A faithful copy of the entries, without any pictures, is what is needed here.

*** INFORMATION PROVIDED ***

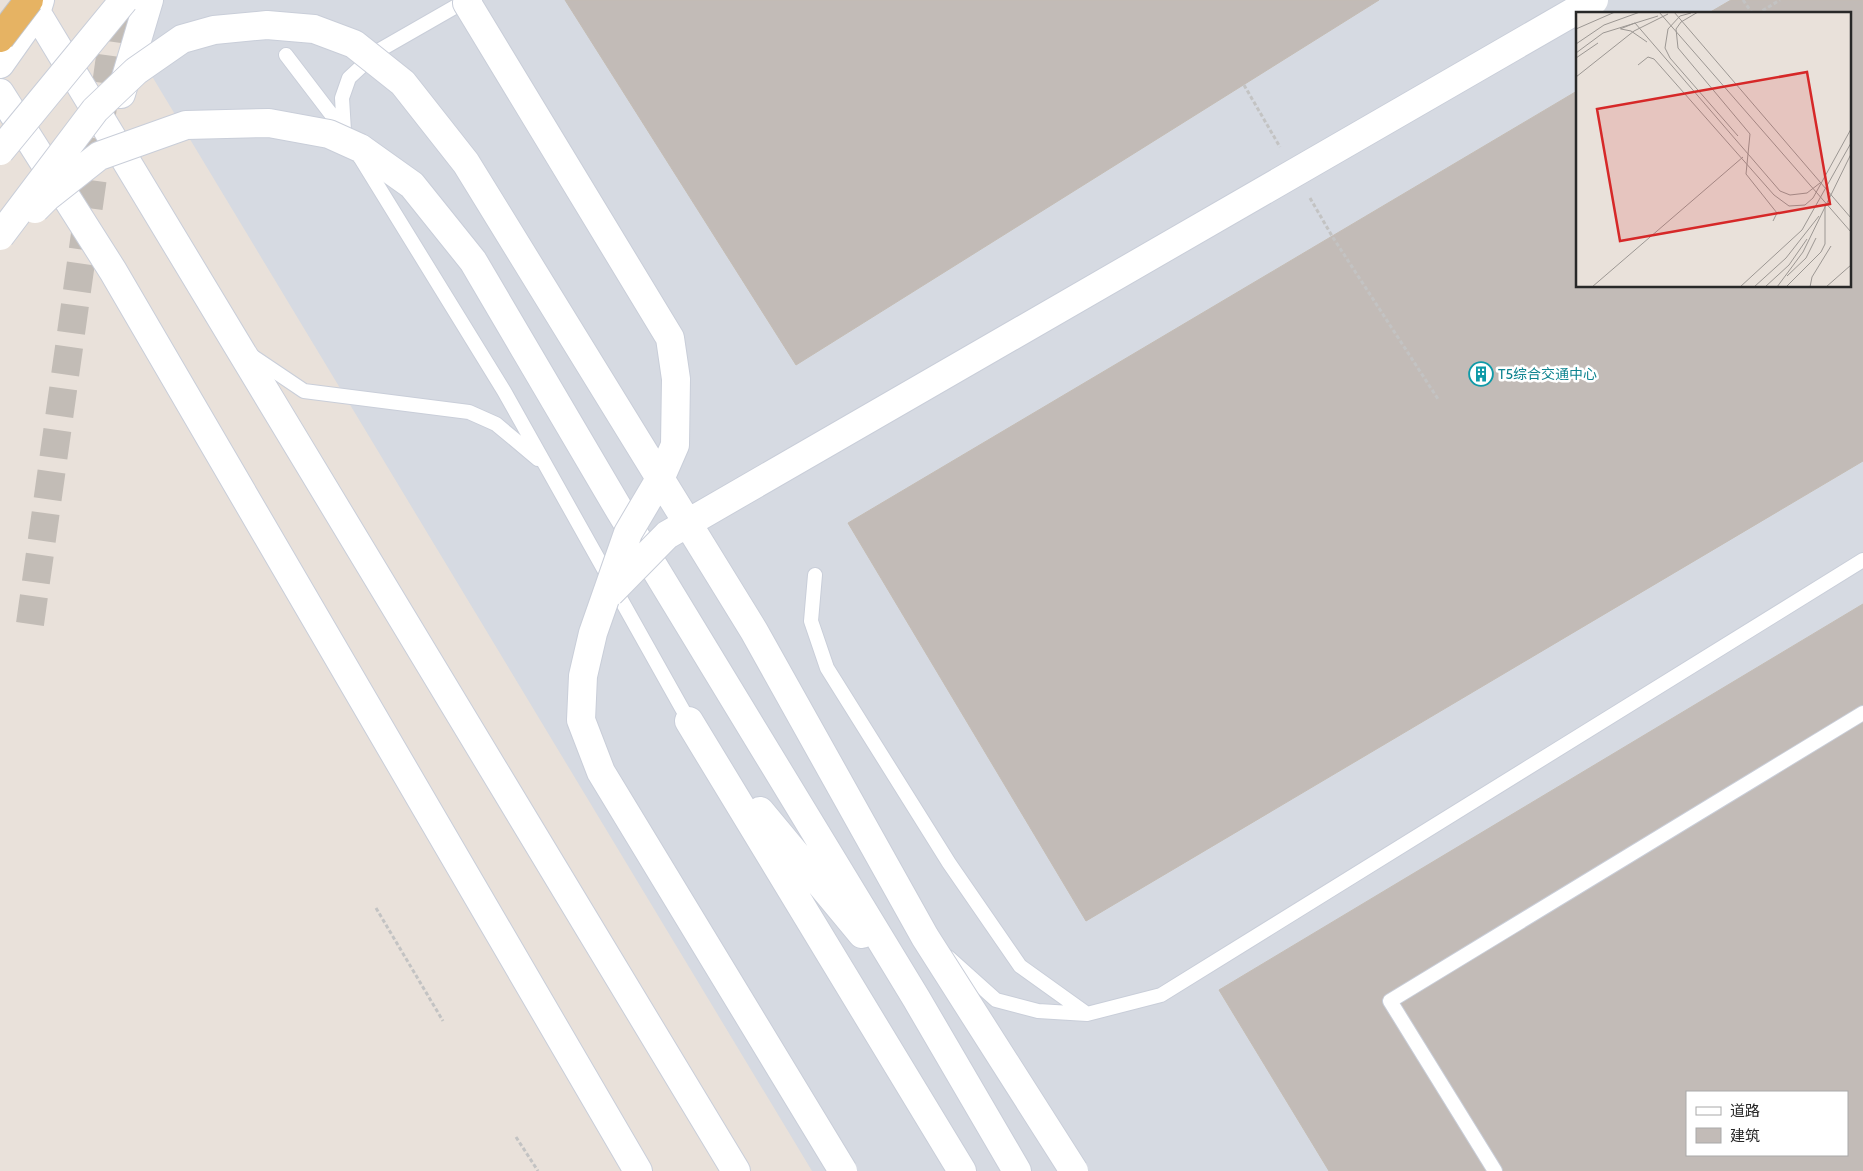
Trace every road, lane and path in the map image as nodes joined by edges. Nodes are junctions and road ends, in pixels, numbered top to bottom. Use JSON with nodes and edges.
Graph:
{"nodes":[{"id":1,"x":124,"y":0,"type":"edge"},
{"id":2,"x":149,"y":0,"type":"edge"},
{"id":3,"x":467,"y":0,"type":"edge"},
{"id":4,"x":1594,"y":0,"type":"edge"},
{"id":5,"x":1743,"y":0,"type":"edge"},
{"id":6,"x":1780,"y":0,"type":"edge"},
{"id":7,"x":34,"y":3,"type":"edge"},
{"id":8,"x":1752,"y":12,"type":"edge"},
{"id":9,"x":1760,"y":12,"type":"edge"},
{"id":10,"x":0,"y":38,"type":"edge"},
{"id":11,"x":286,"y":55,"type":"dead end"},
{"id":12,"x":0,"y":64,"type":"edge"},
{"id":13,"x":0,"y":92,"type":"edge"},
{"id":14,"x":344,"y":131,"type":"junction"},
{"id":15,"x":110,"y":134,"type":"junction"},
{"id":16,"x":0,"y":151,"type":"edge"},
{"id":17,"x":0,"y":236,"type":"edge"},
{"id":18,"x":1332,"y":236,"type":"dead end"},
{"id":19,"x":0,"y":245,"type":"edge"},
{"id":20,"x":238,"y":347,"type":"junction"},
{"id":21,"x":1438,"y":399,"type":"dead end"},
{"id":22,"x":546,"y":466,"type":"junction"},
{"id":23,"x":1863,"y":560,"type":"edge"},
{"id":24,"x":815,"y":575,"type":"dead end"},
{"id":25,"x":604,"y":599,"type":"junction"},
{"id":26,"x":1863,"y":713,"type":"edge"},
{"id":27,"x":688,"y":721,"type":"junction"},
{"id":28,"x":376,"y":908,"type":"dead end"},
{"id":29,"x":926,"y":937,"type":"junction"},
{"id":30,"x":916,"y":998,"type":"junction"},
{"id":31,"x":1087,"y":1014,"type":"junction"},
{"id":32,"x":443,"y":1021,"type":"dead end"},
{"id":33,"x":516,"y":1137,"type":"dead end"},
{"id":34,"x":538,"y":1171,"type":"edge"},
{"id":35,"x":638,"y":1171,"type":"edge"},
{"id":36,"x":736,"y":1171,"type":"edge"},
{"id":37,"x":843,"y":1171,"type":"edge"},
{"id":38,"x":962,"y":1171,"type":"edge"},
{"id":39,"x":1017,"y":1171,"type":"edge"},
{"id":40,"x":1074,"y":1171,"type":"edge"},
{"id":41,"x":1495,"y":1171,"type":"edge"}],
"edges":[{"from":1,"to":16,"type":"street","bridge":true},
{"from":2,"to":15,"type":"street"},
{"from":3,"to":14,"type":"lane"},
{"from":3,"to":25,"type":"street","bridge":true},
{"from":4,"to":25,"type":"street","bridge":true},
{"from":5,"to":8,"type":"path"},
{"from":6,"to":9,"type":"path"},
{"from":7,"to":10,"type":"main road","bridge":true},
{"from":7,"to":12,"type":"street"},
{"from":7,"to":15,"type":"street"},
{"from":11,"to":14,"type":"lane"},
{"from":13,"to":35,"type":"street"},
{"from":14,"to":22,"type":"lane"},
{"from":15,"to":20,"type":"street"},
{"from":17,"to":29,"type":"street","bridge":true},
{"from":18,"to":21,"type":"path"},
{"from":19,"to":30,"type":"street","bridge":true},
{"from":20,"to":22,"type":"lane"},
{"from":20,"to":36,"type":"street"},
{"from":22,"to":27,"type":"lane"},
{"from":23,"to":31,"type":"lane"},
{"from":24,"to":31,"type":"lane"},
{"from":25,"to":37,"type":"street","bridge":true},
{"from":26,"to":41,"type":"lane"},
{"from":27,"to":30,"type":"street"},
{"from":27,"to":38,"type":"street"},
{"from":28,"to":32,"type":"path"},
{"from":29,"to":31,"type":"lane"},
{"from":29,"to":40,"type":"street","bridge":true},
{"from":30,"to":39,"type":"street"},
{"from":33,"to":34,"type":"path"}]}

*** End of INFORMATION PROVIDED ***

**COMPLETED EXERCISE**
Trace every road, lane and path in the map image as nodes joined by edges. Nodes are junctions and road ends, in pixels, numbered top to bottom. Use JSON with nodes and edges.
Graph:
{"nodes":[{"id":1,"x":124,"y":0,"type":"edge"},
{"id":2,"x":149,"y":0,"type":"edge"},
{"id":3,"x":467,"y":0,"type":"edge"},
{"id":4,"x":1594,"y":0,"type":"edge"},
{"id":5,"x":1743,"y":0,"type":"edge"},
{"id":6,"x":1780,"y":0,"type":"edge"},
{"id":7,"x":34,"y":3,"type":"edge"},
{"id":8,"x":1752,"y":12,"type":"edge"},
{"id":9,"x":1760,"y":12,"type":"edge"},
{"id":10,"x":0,"y":38,"type":"edge"},
{"id":11,"x":286,"y":55,"type":"dead end"},
{"id":12,"x":0,"y":64,"type":"edge"},
{"id":13,"x":0,"y":92,"type":"edge"},
{"id":14,"x":344,"y":131,"type":"junction"},
{"id":15,"x":110,"y":134,"type":"junction"},
{"id":16,"x":0,"y":151,"type":"edge"},
{"id":17,"x":0,"y":236,"type":"edge"},
{"id":18,"x":1332,"y":236,"type":"dead end"},
{"id":19,"x":0,"y":245,"type":"edge"},
{"id":20,"x":238,"y":347,"type":"junction"},
{"id":21,"x":1438,"y":399,"type":"dead end"},
{"id":22,"x":546,"y":466,"type":"junction"},
{"id":23,"x":1863,"y":560,"type":"edge"},
{"id":24,"x":815,"y":575,"type":"dead end"},
{"id":25,"x":604,"y":599,"type":"junction"},
{"id":26,"x":1863,"y":713,"type":"edge"},
{"id":27,"x":688,"y":721,"type":"junction"},
{"id":28,"x":376,"y":908,"type":"dead end"},
{"id":29,"x":926,"y":937,"type":"junction"},
{"id":30,"x":916,"y":998,"type":"junction"},
{"id":31,"x":1087,"y":1014,"type":"junction"},
{"id":32,"x":443,"y":1021,"type":"dead end"},
{"id":33,"x":516,"y":1137,"type":"dead end"},
{"id":34,"x":538,"y":1171,"type":"edge"},
{"id":35,"x":638,"y":1171,"type":"edge"},
{"id":36,"x":736,"y":1171,"type":"edge"},
{"id":37,"x":843,"y":1171,"type":"edge"},
{"id":38,"x":962,"y":1171,"type":"edge"},
{"id":39,"x":1017,"y":1171,"type":"edge"},
{"id":40,"x":1074,"y":1171,"type":"edge"},
{"id":41,"x":1495,"y":1171,"type":"edge"}],
"edges":[{"from":1,"to":16,"type":"street","bridge":true},
{"from":2,"to":15,"type":"street"},
{"from":3,"to":14,"type":"lane"},
{"from":3,"to":25,"type":"street","bridge":true},
{"from":4,"to":25,"type":"street","bridge":true},
{"from":5,"to":8,"type":"path"},
{"from":6,"to":9,"type":"path"},
{"from":7,"to":10,"type":"main road","bridge":true},
{"from":7,"to":12,"type":"street"},
{"from":7,"to":15,"type":"street"},
{"from":11,"to":14,"type":"lane"},
{"from":13,"to":35,"type":"street"},
{"from":14,"to":22,"type":"lane"},
{"from":15,"to":20,"type":"street"},
{"from":17,"to":29,"type":"street","bridge":true},
{"from":18,"to":21,"type":"path"},
{"from":19,"to":30,"type":"street","bridge":true},
{"from":20,"to":22,"type":"lane"},
{"from":20,"to":36,"type":"street"},
{"from":22,"to":27,"type":"lane"},
{"from":23,"to":31,"type":"lane"},
{"from":24,"to":31,"type":"lane"},
{"from":25,"to":37,"type":"street","bridge":true},
{"from":26,"to":41,"type":"lane"},
{"from":27,"to":30,"type":"street"},
{"from":27,"to":38,"type":"street"},
{"from":28,"to":32,"type":"path"},
{"from":29,"to":31,"type":"lane"},
{"from":29,"to":40,"type":"street","bridge":true},
{"from":30,"to":39,"type":"street"},
{"from":33,"to":34,"type":"path"}]}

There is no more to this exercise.